[Freeipa-devel] [PATCH] 0082/0083 Handle NotFound exception when establishing trust
Alexander Bokovoy
abokovoy at redhat.com
Fri Oct 5 13:24:25 UTC 2012
On Fri, 05 Oct 2012, Petr Vobornik wrote:
>On 10/04/2012 05:06 PM, Alexander Bokovoy wrote:
>>
>>Hi,
>>
>>two attached patches attempt to solve
>>https://fedorahosted.org/freeipa/ticket/3103
>>
>>We cannot make educated guess where trusted domain's DNS server is
>>located as we ended up with NotFound exception precisely because we were
>>unable to discover trusted domain's domain controller location.
>>
>>Thus, all we can do is to suggest ways to fix the issue. Since
>>suggestion becomes relatively long (multi-line, at least), it creates
>>few issues for current exception error message handling:
>> - root_logger does not use textui to format output
>> - textui is only printing to standard output
>> - multi-line error messages thus become non-wrapped
>> - localizing such messages would become a harder context-wise.
>>
>>Web UI is showing error message as a single paragraph (<p/>), all
>>multi-line markup would be lost.
>>
>>In the end, I decided to support list-based multi-line error messages in
>>PublicError class. Its constructor will join all list-based arguments
>>into single string per argument (first patch).
>>
>>In Web UI I've added special text processing of error messages that
>>splits message into multiple lines and wraps those which start with a
>>TAB symbol into 'error-message-hinted' span to visually separate it from
>>the rest of error message. Trust code uses this to display suggested CLI
>>command to set up DNS forwarder (second patch).
>>
>>In the end, CLI shows such error message fine (note tabulated CLI command):
>>-----------------------------------------------------------------------
>># ipa trust-add --type=ad --admin Administrator at ad.local1 --password
>>ad.local1
>>Active directory domain administrator's password: ipa: ERROR: Unable to
>>resolve domain controller for 'ad.local1' domain. IPA manages DNS,
>>please configure forwarder to 'ad.local1' domain by using following CLI
>>command. Please replace DNS_SERVER and IP_ADDRESS by name and address of
>>the domain's name server:
>> ipa dnszone-add ad.local1 --name-server=DNS_SERVER
>>--admin-email='hostmaster at ad.local1' --force --forwarder=IP_ADDRESS
>>--forward-policy=only
>>When using Web UI, please create DNS zone for domain 'ad.local1' first
>>and then set forwarder and forward policy
>>-----------------------------------------------------------------------
>>
>>Web UI looks like this: http://abbra.fedorapeople.org/.paste/ui.png
>>
>>
>
>You have undeclared identifier: lines.
>
>I recommend to run `jsl -conf jsl.conf` command in install/ui folder
>to prevent these issues.
Fixed.
>I'm not convinced that "beautify" call should be in command object. I
>would rather see it in error_dialog.
I moved everything to error_dialog and used $() selectors instead of
directly playing with text.
>I'm not sure that all tabbed error text should be red. But I don't
>recall any other usage so it's probably OK.

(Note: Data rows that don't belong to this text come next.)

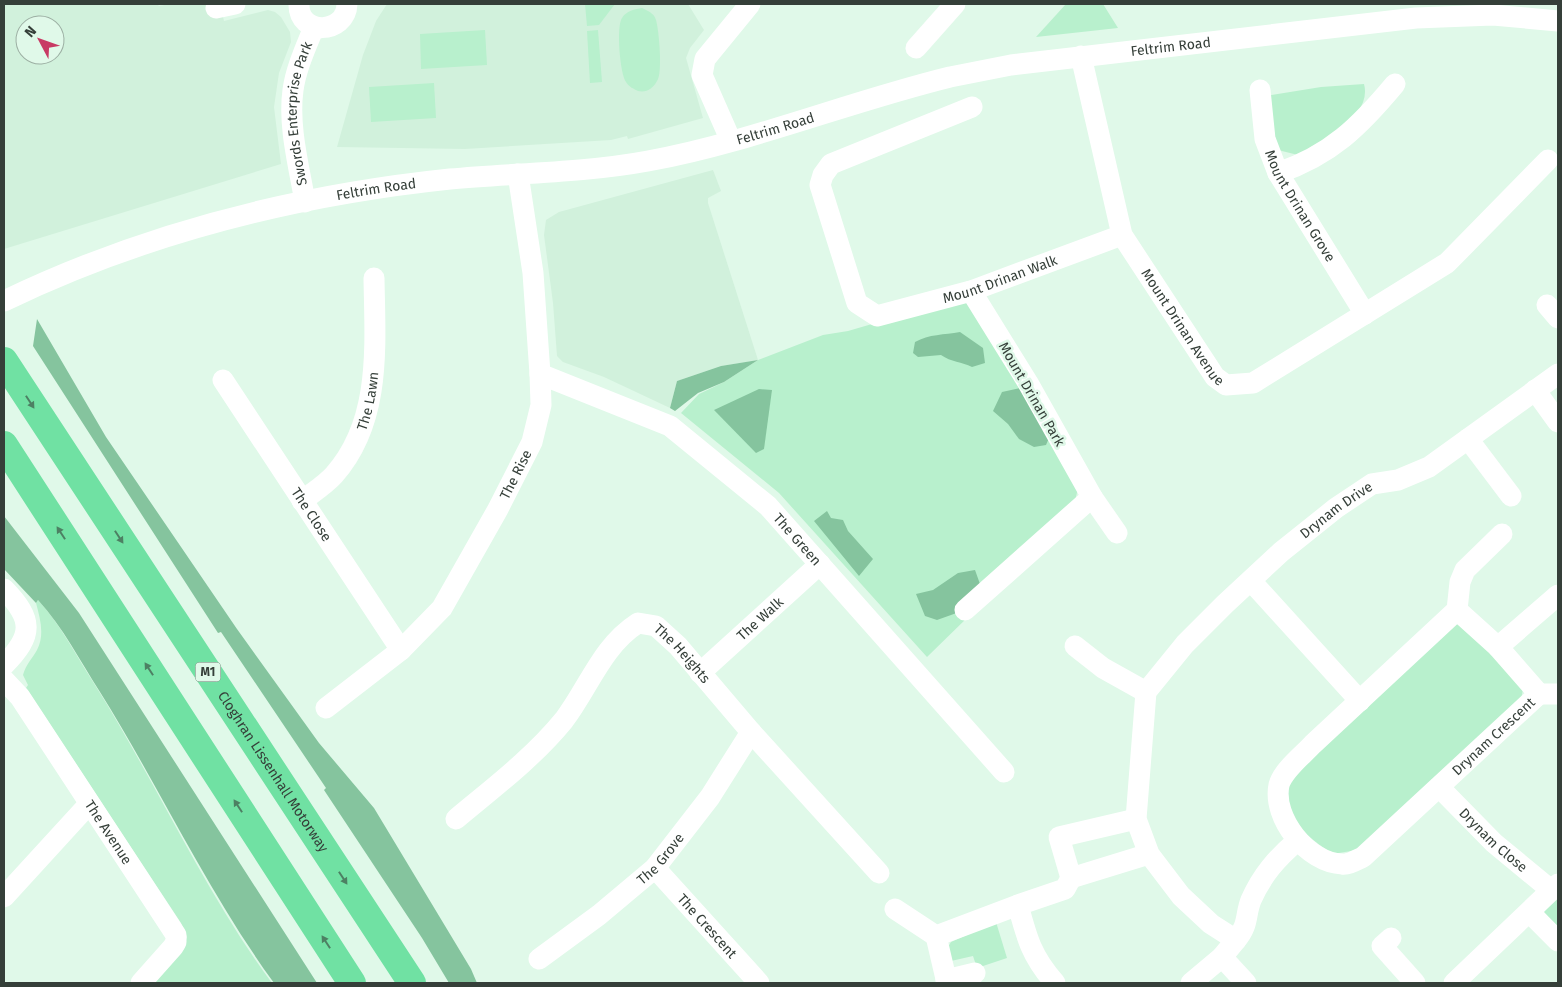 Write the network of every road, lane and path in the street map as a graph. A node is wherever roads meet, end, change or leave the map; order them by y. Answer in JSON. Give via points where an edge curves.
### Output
{"nodes":[{"id":1,"x":299,"y":4,"type":"edge"},
{"id":2,"x":347,"y":4,"type":"edge"},
{"id":3,"x":750,"y":4,"type":"edge"},
{"id":4,"x":955,"y":4,"type":"edge"},
{"id":5,"x":1517,"y":10,"type":"edge"},
{"id":6,"x":1558,"y":21,"type":"edge"},
{"id":7,"x":314,"y":27,"type":"junction"},
{"id":8,"x":916,"y":48,"type":"dead end"},
{"id":9,"x":1081,"y":56,"type":"junction"},
{"id":10,"x":1395,"y":84,"type":"dead end"},
{"id":11,"x":1260,"y":90,"type":"dead end"},
{"id":12,"x":972,"y":108,"type":"dead end"},
{"id":13,"x":731,"y":141,"type":"junction"},
{"id":14,"x":1548,"y":160,"type":"dead end"},
{"id":15,"x":518,"y":174,"type":"junction"},
{"id":16,"x":1278,"y":174,"type":"junction"},
{"id":17,"x":305,"y":202,"type":"junction"},
{"id":18,"x":1122,"y":236,"type":"junction"},
{"id":19,"x":374,"y":278,"type":"dead end"},
{"id":20,"x":971,"y":291,"type":"junction"},
{"id":21,"x":4,"y":302,"type":"edge"},
{"id":22,"x":1365,"y":314,"type":"junction"},
{"id":23,"x":4,"y":361,"type":"edge"},
{"id":24,"x":540,"y":374,"type":"junction"},
{"id":25,"x":1558,"y":374,"type":"edge"},
{"id":26,"x":223,"y":380,"type":"dead end"},
{"id":27,"x":1536,"y":390,"type":"junction"},
{"id":28,"x":1558,"y":422,"type":"edge"},
{"id":29,"x":1468,"y":439,"type":"junction"},
{"id":30,"x":4,"y":445,"type":"edge"},
{"id":31,"x":1511,"y":496,"type":"dead end"},
{"id":32,"x":1092,"y":498,"type":"junction"},
{"id":33,"x":302,"y":501,"type":"junction"},
{"id":34,"x":1117,"y":532,"type":"dead end"},
{"id":35,"x":1502,"y":534,"type":"dead end"},
{"id":36,"x":820,"y":564,"type":"junction"},
{"id":37,"x":1251,"y":581,"type":"junction"},
{"id":38,"x":4,"y":589,"type":"edge"},
{"id":39,"x":1558,"y":595,"type":"edge"},
{"id":40,"x":965,"y":610,"type":"dead end"},
{"id":41,"x":1457,"y":610,"type":"junction"},
{"id":42,"x":1074,"y":646,"type":"dead end"},
{"id":43,"x":1498,"y":647,"type":"junction"},
{"id":44,"x":401,"y":650,"type":"junction"},
{"id":45,"x":4,"y":665,"type":"edge"},
{"id":46,"x":700,"y":673,"type":"junction"},
{"id":47,"x":4,"y":680,"type":"edge"},
{"id":48,"x":1146,"y":692,"type":"junction"},
{"id":49,"x":1548,"y":694,"type":"edge"},
{"id":50,"x":1360,"y":701,"type":"junction"},
{"id":51,"x":326,"y":708,"type":"dead end"},
{"id":52,"x":752,"y":732,"type":"junction"},
{"id":53,"x":1004,"y":772,"type":"dead end"},
{"id":54,"x":1439,"y":786,"type":"junction"},
{"id":55,"x":89,"y":804,"type":"junction"},
{"id":56,"x":456,"y":819,"type":"dead end"},
{"id":57,"x":1136,"y":819,"type":"junction"},
{"id":58,"x":1297,"y":841,"type":"junction"},
{"id":59,"x":1149,"y":854,"type":"junction"},
{"id":60,"x":655,"y":868,"type":"junction"},
{"id":61,"x":880,"y":873,"type":"dead end"},
{"id":62,"x":1071,"y":878,"type":"junction"},
{"id":63,"x":1555,"y":887,"type":"edge"},
{"id":64,"x":4,"y":897,"type":"edge"},
{"id":65,"x":1018,"y":905,"type":"junction"},
{"id":66,"x":895,"y":909,"type":"dead end"},
{"id":67,"x":1530,"y":913,"type":"junction"},
{"id":68,"x":936,"y":936,"type":"junction"},
{"id":69,"x":1391,"y":938,"type":"dead end"},
{"id":70,"x":1236,"y":940,"type":"junction"},
{"id":71,"x":1558,"y":940,"type":"edge"},
{"id":72,"x":1222,"y":957,"type":"junction"},
{"id":73,"x":539,"y":959,"type":"dead end"},
{"id":74,"x":975,"y":973,"type":"dead end"},
{"id":75,"x":946,"y":981,"type":"edge"},
{"id":76,"x":759,"y":982,"type":"edge"},
{"id":77,"x":141,"y":983,"type":"edge"},
{"id":78,"x":352,"y":983,"type":"edge"},
{"id":79,"x":412,"y":983,"type":"edge"},
{"id":80,"x":1055,"y":983,"type":"edge"},
{"id":81,"x":1191,"y":983,"type":"edge"},
{"id":82,"x":1246,"y":983,"type":"edge"},
{"id":83,"x":1415,"y":983,"type":"edge"},
{"id":84,"x":1454,"y":983,"type":"edge"}],
"edges":[{"from":1,"to":7,"type":"street","name":"Swords Enterprise Park","via":[[301,16]]},
{"from":2,"to":7,"type":"street","name":"Swords Enterprise Park","via":[[346,14],[336,25]]},
{"from":3,"to":13,"type":"street","via":[[705,59],[702,75]]},
{"from":4,"to":8,"type":"street"},
{"from":5,"to":6,"type":"street","name":"Feltrim Road"},
{"from":5,"to":9,"type":"street","name":"Feltrim Road","via":[[1416,18]]},
{"from":7,"to":17,"type":"street","name":"Swords Enterprise Park","via":[[298,70],[292,106]]},
{"from":9,"to":13,"type":"street","name":"Feltrim Road","via":[[949,78]]},
{"from":9,"to":18,"type":"street","name":"Mount Drinan Avenue"},
{"from":10,"to":16,"type":"street","via":[[1368,116],[1336,145],[1304,164]]},
{"from":11,"to":16,"type":"street","name":"Mount Drinan Grove","via":[[1265,139]]},
{"from":12,"to":20,"type":"street","name":"Mount Drinan Walk","via":[[831,164],[820,185],[857,304],[877,316]]},
{"from":13,"to":15,"type":"street","name":"Feltrim Road","via":[[649,161]]},
{"from":14,"to":22,"type":"street","name":"Mount Drinan Avenue","via":[[1447,263]]},
{"from":15,"to":17,"type":"street","name":"Feltrim Road","via":[[440,181]]},
{"from":15,"to":24,"type":"street","name":"The Rise","via":[[533,273]]},
{"from":16,"to":22,"type":"street","name":"Mount Drinan Grove"},
{"from":17,"to":21,"type":"street","name":"Feltrim Road","via":[[198,227],[152,242]]},
{"from":18,"to":20,"type":"street","name":"Mount Drinan Walk"},
{"from":18,"to":22,"type":"street","name":"Mount Drinan Avenue","via":[[1215,377],[1226,385],[1253,383]]},
{"from":19,"to":33,"type":"street","name":"The Lawn","via":[[373,383],[367,414],[354,447],[334,475]]},
{"from":20,"to":32,"type":"street","name":"Mount Drinan Park","via":[[1028,383]]},
{"from":23,"to":79,"type":"highway","name":"Cloghran Lissenhall Motorway","number":"M1","one_way":true},
{"from":24,"to":36,"type":"street","name":"The Green","via":[[655,418],[684,435],[768,506]]},
{"from":24,"to":44,"type":"street","name":"The Rise","via":[[541,406],[532,442],[503,500],[442,608]]},
{"from":25,"to":27,"type":"street","name":"Drynam Drive"},
{"from":26,"to":33,"type":"street","name":"The Close"},
{"from":27,"to":28,"type":"street"},
{"from":27,"to":29,"type":"street","name":"Drynam Drive"},
{"from":29,"to":31,"type":"street"},
{"from":29,"to":37,"type":"street","name":"Drynam Drive","via":[[1414,475],[1372,484],[1281,552]]},
{"from":78,"to":30,"type":"highway","one_way":true},
{"from":32,"to":34,"type":"street","name":"Mount Drinan Park"},
{"from":32,"to":40,"type":"street"},
{"from":33,"to":44,"type":"street","name":"The Close"},
{"from":35,"to":41,"type":"street","via":[[1465,570],[1460,582]]},
{"from":36,"to":46,"type":"street","name":"The Walk"},
{"from":36,"to":53,"type":"street","name":"The Green"},
{"from":37,"to":48,"type":"street","name":"Drynam Drive","via":[[1185,644]]},
{"from":37,"to":50,"type":"street"},
{"from":38,"to":45,"type":"street","via":[[21,608],[27,623],[20,648]]},
{"from":39,"to":43,"type":"street"},
{"from":41,"to":43,"type":"street","name":"Drynam Crescent"},
{"from":41,"to":50,"type":"street","name":"Drynam Crescent"},
{"from":42,"to":48,"type":"street","via":[[1102,668]]},
{"from":43,"to":49,"type":"street","name":"Drynam Crescent"},
{"from":44,"to":51,"type":"street","name":"The Rise"},
{"from":46,"to":52,"type":"street","name":"The Heights"},
{"from":46,"to":56,"type":"street","name":"The Heights","via":[[656,626],[638,623],[624,632],[605,655],[564,719],[515,770]]},
{"from":47,"to":55,"type":"street","name":"The Avenue","via":[[20,697]]},
{"from":48,"to":57,"type":"street"},
{"from":49,"to":54,"type":"street","name":"Drynam Crescent"},
{"from":50,"to":58,"type":"street","name":"Drynam Crescent","via":[[1313,744],[1280,783],[1280,812]]},
{"from":52,"to":60,"type":"street","name":"The Grove","via":[[710,797]]},
{"from":52,"to":61,"type":"street","name":"The Heights"},
{"from":54,"to":58,"type":"street","name":"Drynam Crescent","via":[[1363,857],[1352,862],[1336,864],[1316,857]]},
{"from":54,"to":63,"type":"street","name":"Drynam Close","via":[[1494,843]]},
{"from":55,"to":64,"type":"street"},
{"from":55,"to":77,"type":"street","name":"The Avenue","via":[[176,935],[173,947]]},
{"from":57,"to":59,"type":"street"},
{"from":57,"to":62,"type":"street","via":[[1059,838]]},
{"from":58,"to":70,"type":"street","via":[[1263,875],[1250,902],[1246,925]]},
{"from":59,"to":62,"type":"street"},
{"from":59,"to":70,"type":"street","via":[[1194,910]]},
{"from":60,"to":73,"type":"street","name":"The Grove","via":[[599,916]]},
{"from":60,"to":76,"type":"street","name":"The Crescent"},
{"from":62,"to":65,"type":"street","via":[[1065,889]]},
{"from":63,"to":67,"type":"street"},
{"from":65,"to":68,"type":"street"},
{"from":65,"to":80,"type":"street","via":[[1036,961]]},
{"from":66,"to":68,"type":"street"},
{"from":67,"to":71,"type":"street"},
{"from":67,"to":84,"type":"street"},
{"from":68,"to":75,"type":"street"},
{"from":69,"to":83,"type":"street","via":[[1382,946]]},
{"from":70,"to":72,"type":"street"},
{"from":72,"to":81,"type":"street"},
{"from":72,"to":82,"type":"street"},
{"from":74,"to":75,"type":"street"}]}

We don't have any, this is first one.
--
/ Alexander Bokovoy
-------------- next part --------------
>From d7a413c0f3d57bbe788951de624f2caaf7065941 Mon Sep 17 00:00:00 2001
From: Alexander Bokovoy <abokovoy at redhat.com>
Date: Thu, 4 Oct 2012 15:05:17 +0300
Subject: [PATCH 01/16] support multi-line error messages in exceptions
---
install/ui/ipa.css | 9 ++++++++-
install/ui/ipa.js | 30 ++++++++++++++++++++++++------
ipalib/errors.py | 12 +++++++++---
3 files changed, 41 insertions(+), 10 deletions(-)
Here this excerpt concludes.